The Public Accounts Committee (PAC) claimed that the new network, which the BT-owned mobile operator won a tender to run in 2015, may require more testing and assurance work.
It said the project faces a number of issues. The first is EE hitting 97 percent LTE coverage by September 2017, an improvement on its current 74 percent figure. EE said that it is “100 percent confident” it will meet this deadline.
The PAC also said while work is underway to extend coverage in remote parts of the UK and the London Underground, it is unclear if other underground networks in the UK will be covered.
An EE spokesman said: “Our coverage rollout remains on target, and we are actively supporting the Home Office in their work to ensure coverage is available on the London Underground.
“We will rigorously test our coverage, and assist user organisations in their own testing so that all parties are confident in the coverage available.

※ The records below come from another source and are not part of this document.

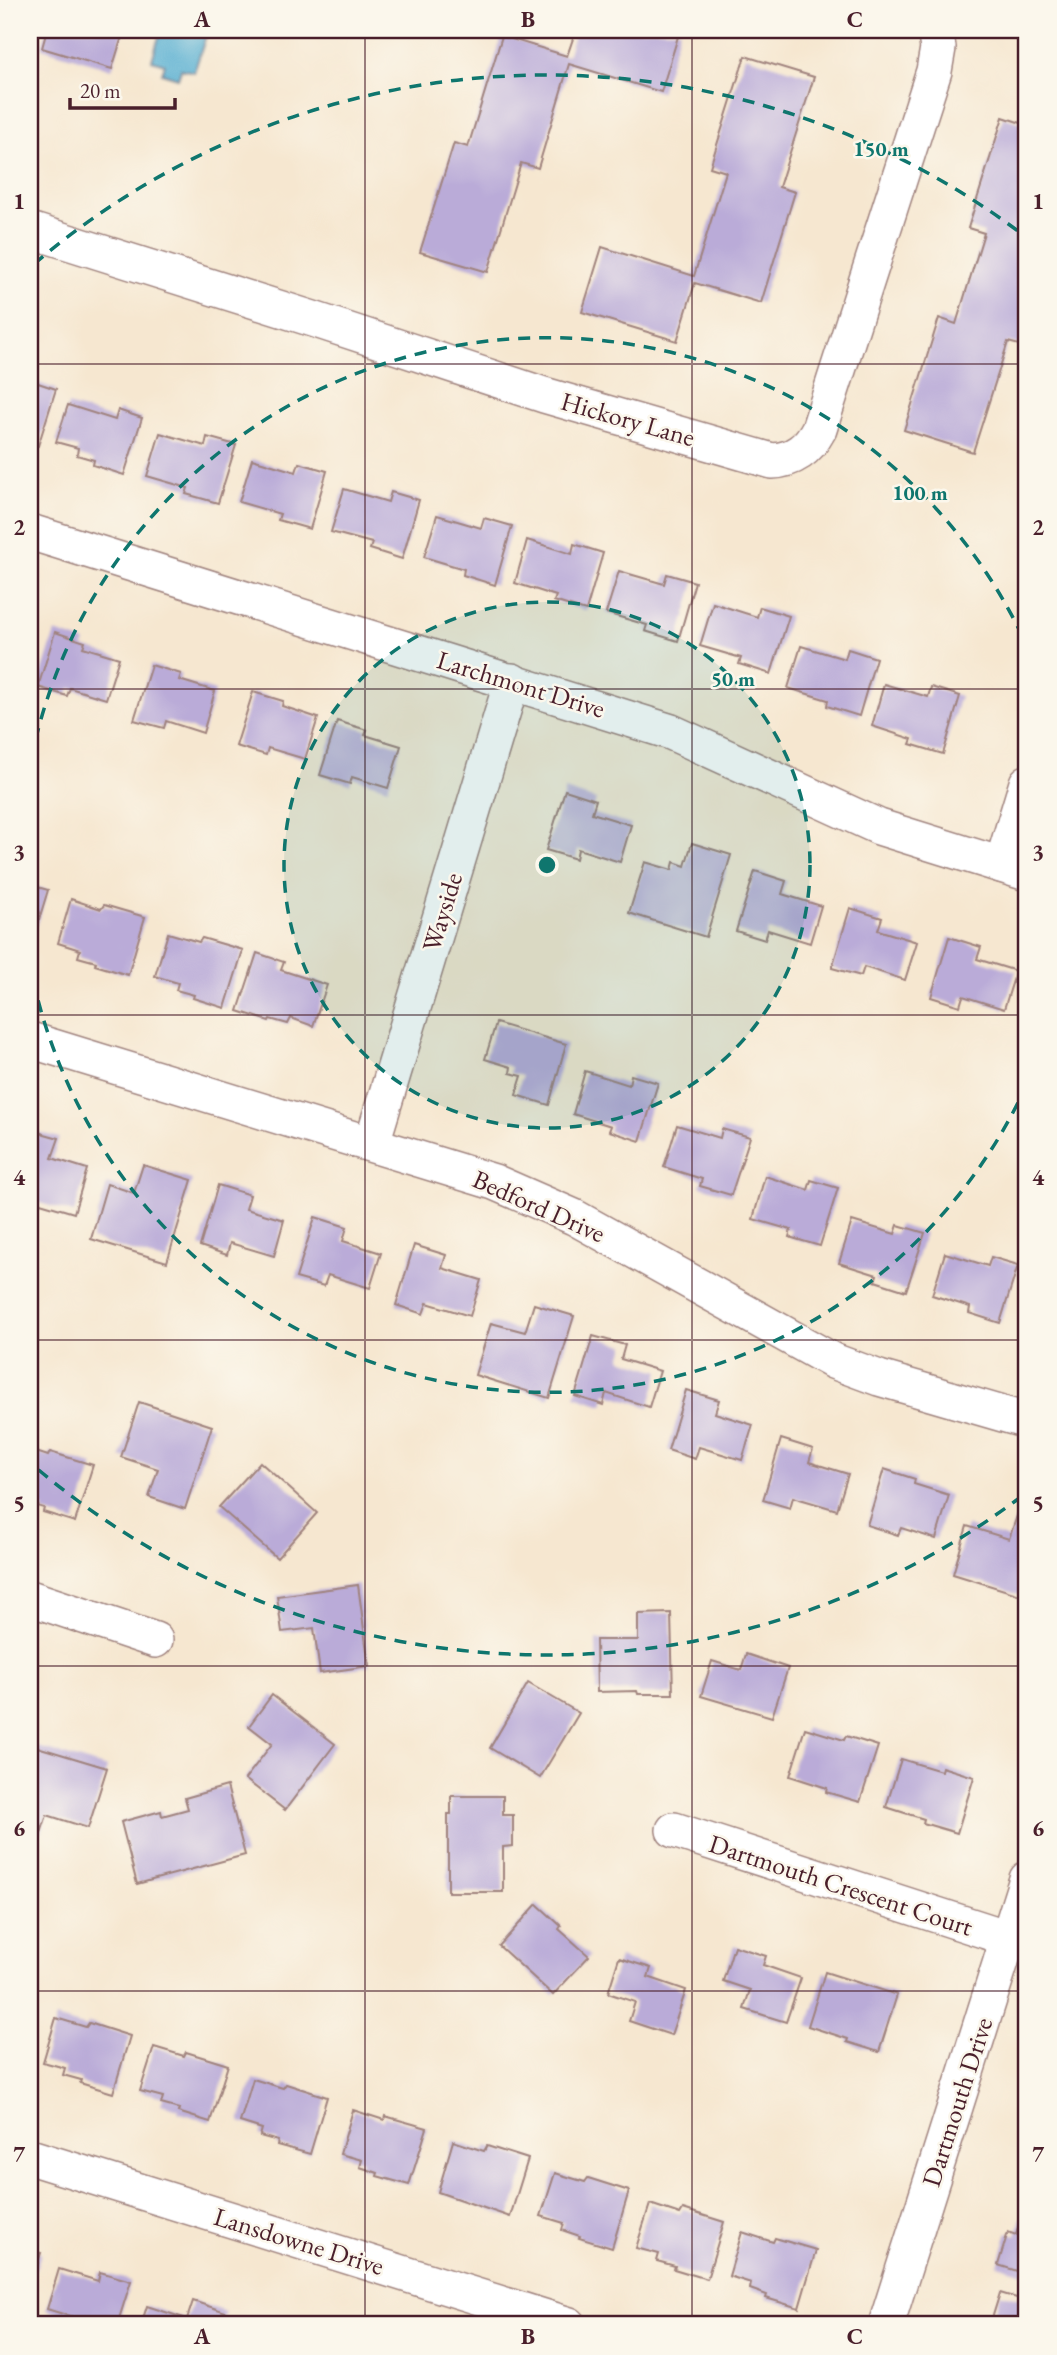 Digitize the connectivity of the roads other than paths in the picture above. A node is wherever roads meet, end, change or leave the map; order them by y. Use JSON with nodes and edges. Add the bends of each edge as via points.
{"nodes":[{"id":1,"x":935,"y":30,"type":"edge"},
{"id":2,"x":30,"y":230,"type":"edge"},
{"id":3,"x":30,"y":532,"type":"edge"},
{"id":4,"x":512,"y":681,"type":"junction"},
{"id":5,"x":1027,"y":783,"type":"edge"},
{"id":6,"x":1014,"y":869,"type":"edge"},
{"id":7,"x":30,"y":1040,"type":"edge"},
{"id":8,"x":372,"y":1143,"type":"junction"},
{"id":9,"x":1027,"y":1421,"type":"edge"},
{"id":10,"x":30,"y":1598,"type":"edge"},
{"id":11,"x":155,"y":1640,"type":"dead end"},
{"id":12,"x":674,"y":1830,"type":"dead end"},
{"id":13,"x":1027,"y":1879,"type":"edge"},
{"id":14,"x":1009,"y":1938,"type":"junction"},
{"id":15,"x":30,"y":2157,"type":"edge"},
{"id":16,"x":569,"y":2325,"type":"edge"},
{"id":17,"x":886,"y":2325,"type":"edge"}],
"edges":[{"from":1,"to":2,"type":"street","name":"Hickory Lane","via":[[934,71],[819,429],[812,442],[783,460],[772,461],[544,395]]},
{"from":3,"to":4,"type":"street","name":"Larchmont Drive"},
{"from":4,"to":6,"type":"street","name":"Larchmont Drive","via":[[671,732],[879,827]]},
{"from":4,"to":8,"type":"street","name":"Wayside"},
{"from":5,"to":6,"type":"street"},
{"from":7,"to":8,"type":"street","name":"Bedford Drive"},
{"from":8,"to":9,"type":"street","name":"Bedford Drive","via":[[535,1198],[833,1361]]},
{"from":10,"to":11,"type":"street"},
{"from":12,"to":14,"type":"street","name":"Dartmouth Crescent Court"},
{"from":13,"to":14,"type":"street","name":"Dartmouth Drive"},
{"from":14,"to":17,"type":"street","name":"Dartmouth Drive"},
{"from":15,"to":16,"type":"street","name":"Lansdowne Drive"}]}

End user safety is the top priority at all times.”
New software will be provided to allow the 300,000 members of the emergency services to have priority over commercial customers. EE said system testing has already been completed, both in the lab and at Wembley Stadium.

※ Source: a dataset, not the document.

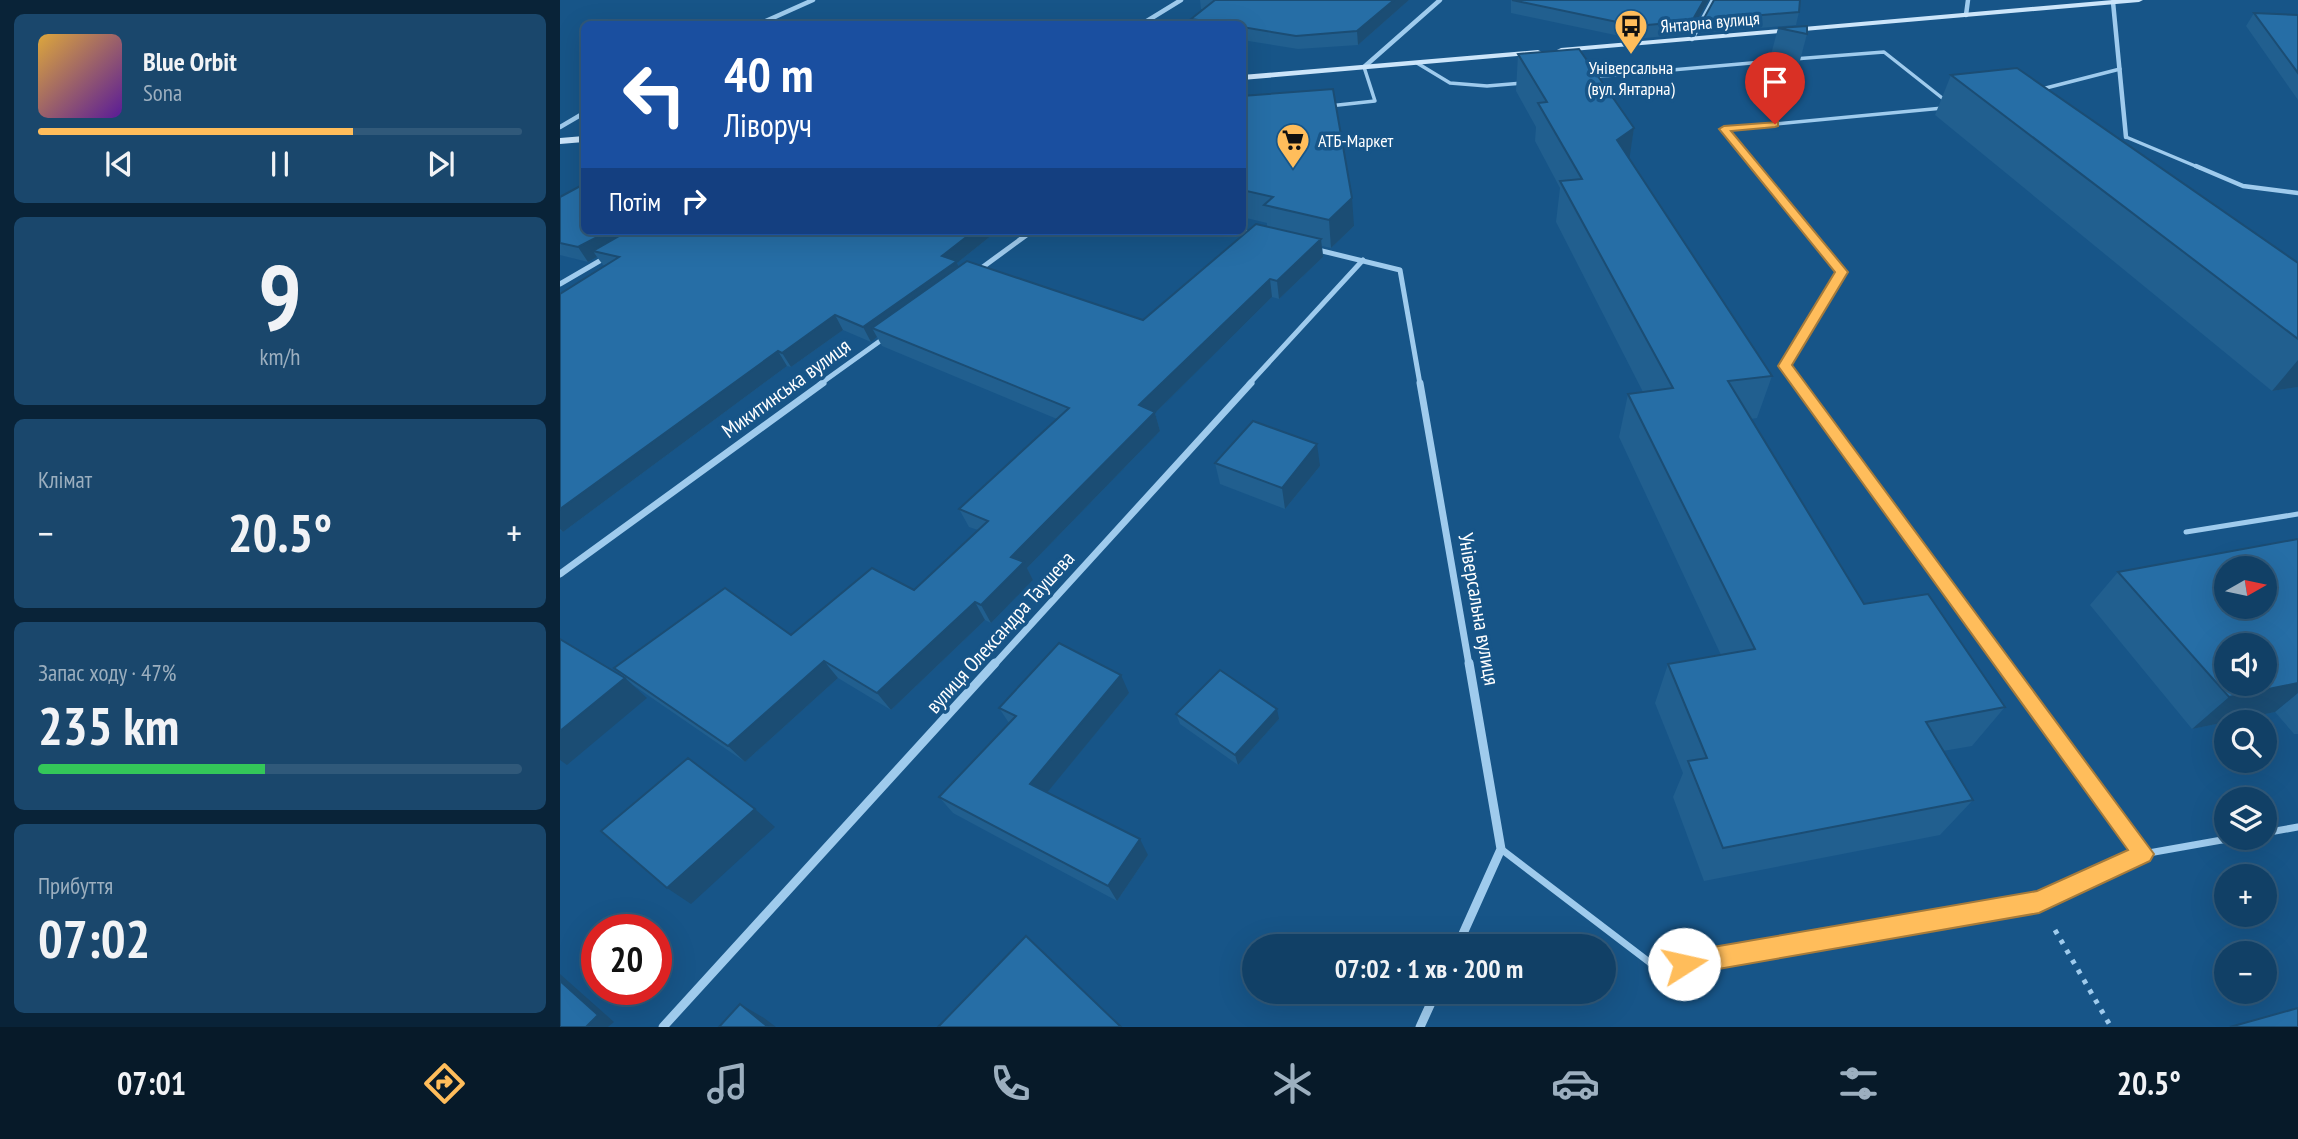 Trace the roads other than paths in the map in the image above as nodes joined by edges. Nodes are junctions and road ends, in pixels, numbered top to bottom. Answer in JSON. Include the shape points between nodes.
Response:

An adequate ecosystem of devices also needs to be provided, which the Home Office told the PAC would be available from next year.
Finally, “end-to-end” integration remained a concern, according to the PAC. The report said: “A wide range of stakeholders emphasised the need for the system to be robustly tested. Motorola told us that in terms of its involvement in integrating ESN it understood the need to test the system at scale and in real conditions.”
ESN will replace the existing Airwave proprietary system, which the British Government is replacing partly in a bid to save on running costs.
Airwave is scheduled to be turned off by the end of 2019. The PAC also warned the Home Office has not budgeted for the transition period to ESN to be extended, nor put “detailed” contingency plans in place.
Meg Hillier MP, Chair of the PAC, said: “The stakes in this programme are extremely high. It is absolutely right that emergency services will not commit to using ESN in potentially life-or-death situations until they are convinced it works.
“Questions continue to hang over the technology, not least how it will operate on underground rail systems in London and elsewhere—high-risk environments that present unique challenges in emergencies. These must be addressed urgently.”